Change: Reformulation

4.0 - 3.7.6 Where manual cleartext cryptographic key- management operations are performed by personnel, key-management policies and procedures are implemented include managing these operations using split knowledge and dual control.

3.2.1 - 3.6.7 Prevention of unauthorized substitution of cryptographic keys. 

​Change: Reformulation

4.0  - 3.7.7 Key management policies and procedures are implemented to include the prevention of unauthorized substitution of cryptographic keys.

3.2.1 - 3.6.8 Requirement for cryptographic key custodians to formally acknowledge that they understand and accept their key- custodian responsibilities 

​Change: Reformulation + Clarification

4.0 - 3.7.8 Key management policies and procedures are implemented to include that cryptographic key custodians formally acknowledge (in writing or electronically) that they understand and accept their key-custodian responsibilities.
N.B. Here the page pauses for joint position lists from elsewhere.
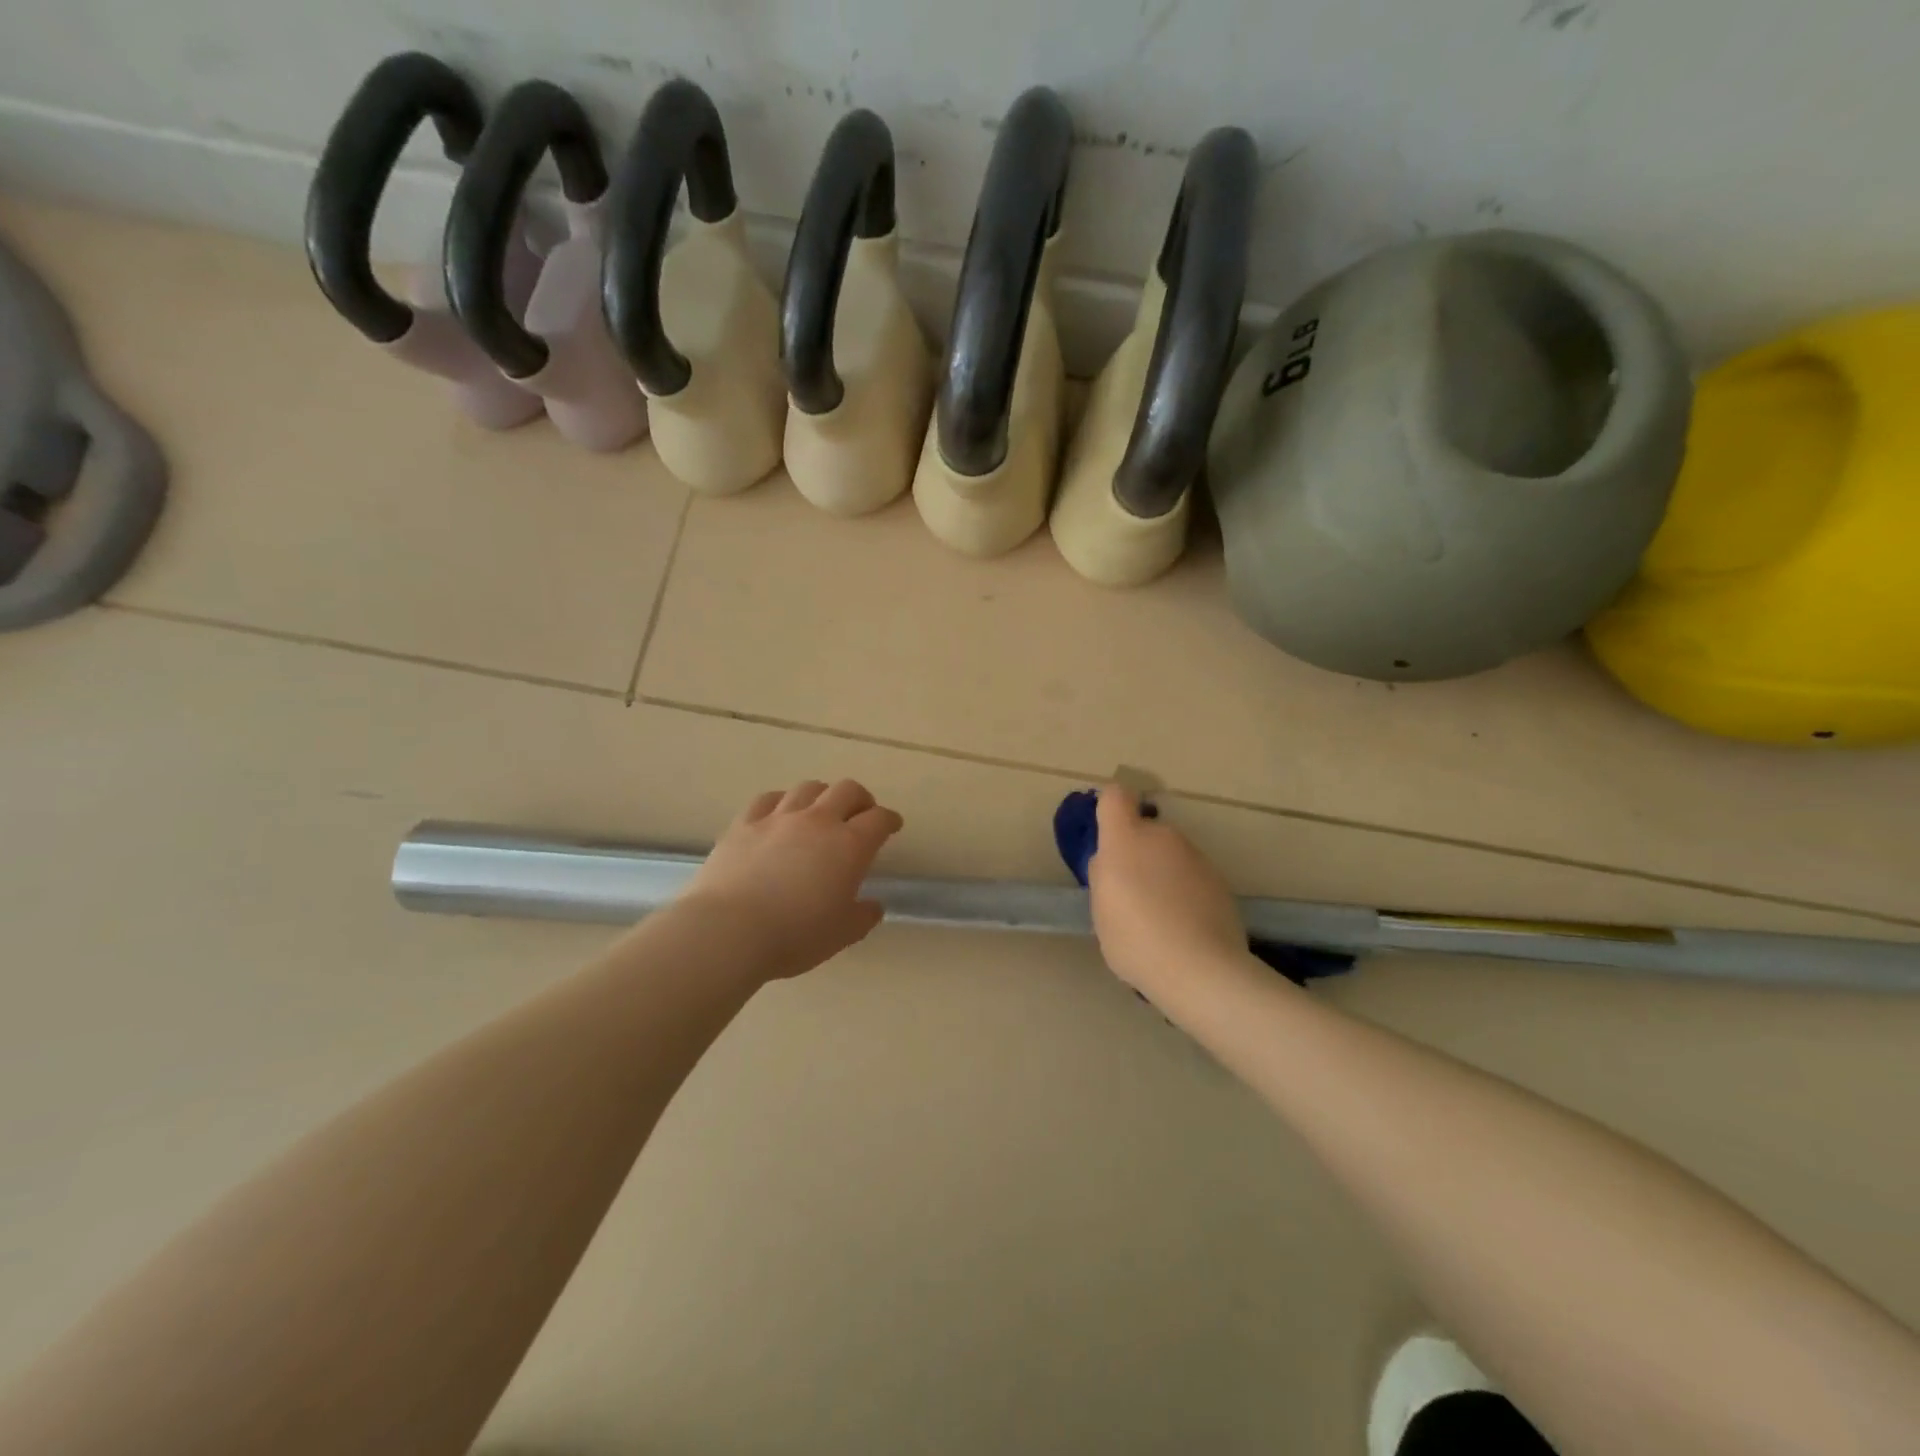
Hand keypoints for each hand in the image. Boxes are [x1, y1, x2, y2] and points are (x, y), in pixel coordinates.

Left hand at [682, 779, 903, 979]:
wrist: (729, 931)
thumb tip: (873, 906)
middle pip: (847, 790)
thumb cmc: (794, 935)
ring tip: (820, 810)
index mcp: (849, 846)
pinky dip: (781, 802)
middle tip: (861, 813)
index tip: (892, 825)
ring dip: (822, 795)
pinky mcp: (744, 823)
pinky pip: (768, 799)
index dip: (889, 820)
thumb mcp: (841, 935)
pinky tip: (780, 813)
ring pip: (808, 788)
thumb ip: (862, 917)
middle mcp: (818, 822)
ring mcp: (779, 818)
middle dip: (860, 798)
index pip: (878, 820)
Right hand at [1087, 783, 1247, 996]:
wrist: (1200, 969)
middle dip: (1137, 852)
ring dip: (1162, 873)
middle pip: (1145, 830)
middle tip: (1130, 893)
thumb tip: (1111, 862)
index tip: (1105, 832)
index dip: (1109, 807)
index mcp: (1125, 839)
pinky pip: (1191, 876)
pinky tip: (1184, 927)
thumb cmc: (1136, 939)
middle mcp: (1162, 837)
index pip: (1115, 797)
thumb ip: (1104, 876)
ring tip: (1159, 917)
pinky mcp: (1219, 879)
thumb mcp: (1101, 910)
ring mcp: (1195, 856)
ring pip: (1170, 854)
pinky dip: (1185, 892)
3.2.1 - 3.7 Ensure that security policies and operational procedures for protecting stored cardholder data are documented, in use, and known to all affected parties. 

Change: Reformulation

4.0 - 3.1.1 All security policies and operational procedures that are identified in Requirement 3 are:
• Documented.
• Kept up to date.
• In use.
• Known to all affected parties.

3.2.1 - 12.3.10 For personnel accessing cardholder data via remote-access technologies, prohibit the copying, moving, and storage of cardholder data onto local hard drives and removable electronic media, unless explicitly authorized for a defined business need. Where there is an authorized business need, the usage policies must require the data be protected in accordance with all applicable PCI DSS Requirements. 
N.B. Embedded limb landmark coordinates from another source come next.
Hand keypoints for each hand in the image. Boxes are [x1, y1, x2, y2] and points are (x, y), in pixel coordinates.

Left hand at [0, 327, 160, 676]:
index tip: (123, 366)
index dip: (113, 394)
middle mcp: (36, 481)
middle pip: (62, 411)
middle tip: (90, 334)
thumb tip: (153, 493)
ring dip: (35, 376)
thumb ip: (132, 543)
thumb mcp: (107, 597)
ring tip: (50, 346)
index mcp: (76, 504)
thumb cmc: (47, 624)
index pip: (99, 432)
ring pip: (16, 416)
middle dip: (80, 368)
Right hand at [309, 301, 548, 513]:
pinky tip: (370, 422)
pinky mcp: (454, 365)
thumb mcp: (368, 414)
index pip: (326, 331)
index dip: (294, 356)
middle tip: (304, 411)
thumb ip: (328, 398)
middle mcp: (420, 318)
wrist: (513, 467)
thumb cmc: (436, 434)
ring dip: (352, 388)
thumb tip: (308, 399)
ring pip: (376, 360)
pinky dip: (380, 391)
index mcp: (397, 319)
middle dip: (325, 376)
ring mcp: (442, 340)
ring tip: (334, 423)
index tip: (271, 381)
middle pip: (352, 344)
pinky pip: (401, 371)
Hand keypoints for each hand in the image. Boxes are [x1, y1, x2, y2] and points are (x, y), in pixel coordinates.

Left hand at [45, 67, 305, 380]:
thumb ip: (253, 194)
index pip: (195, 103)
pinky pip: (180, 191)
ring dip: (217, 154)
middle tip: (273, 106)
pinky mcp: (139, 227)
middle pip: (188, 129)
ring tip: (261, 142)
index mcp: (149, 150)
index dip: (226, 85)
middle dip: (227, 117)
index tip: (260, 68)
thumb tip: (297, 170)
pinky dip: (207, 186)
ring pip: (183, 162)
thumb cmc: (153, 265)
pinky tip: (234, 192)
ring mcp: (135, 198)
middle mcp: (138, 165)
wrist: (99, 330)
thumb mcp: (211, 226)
Change: Move and reformulation

4.0  - 3.4.2 When using remote-access technologies, technical controls prevent copy and/or relocation of PAN for all personnel, except for those with documented, explicit authorization and a legitimate, defined business need.

3.2.1 - NONE
Change: NEW

4.0 - 3.1.2 Roles and responsibilities for performing activities in Requirement 3 are documented, assigned, and understood.

3.2.1 - None
Change:  NEW

4.0 - 3.3.3 Additional requirement for issuers and companies that support issuing services and store sensitive authentication data: Any storage of sensitive authentication data is: 
Limited to that which is needed for a legitimate issuing business need and is secured. 
Encrypted using strong cryptography.

3.2.1 - None
​Change:  NEW

4.0 - 3.5.1.1 Hashes used to render PAN unreadable  are keyed cryptographic hashes of the entire PAN, with associated key-management processes and procedures in accordance with Requirements 3.6 and 3.7.

3.2.1 - None
Change: NEW

4.0 3.6.1.3 Access to cleartext cryptographic key components is restricted to the fewest number of custodians necessary.

3.2.1 - None
Change: NEW
​
4.0 - 3.7.9 Additional requirement for service providers only: Where a service provider shares cryptographic keys with its customers for transmission or storage of account data, guidance on secure transmission, storage and updating of such keys is documented and distributed to the service provider’s customers.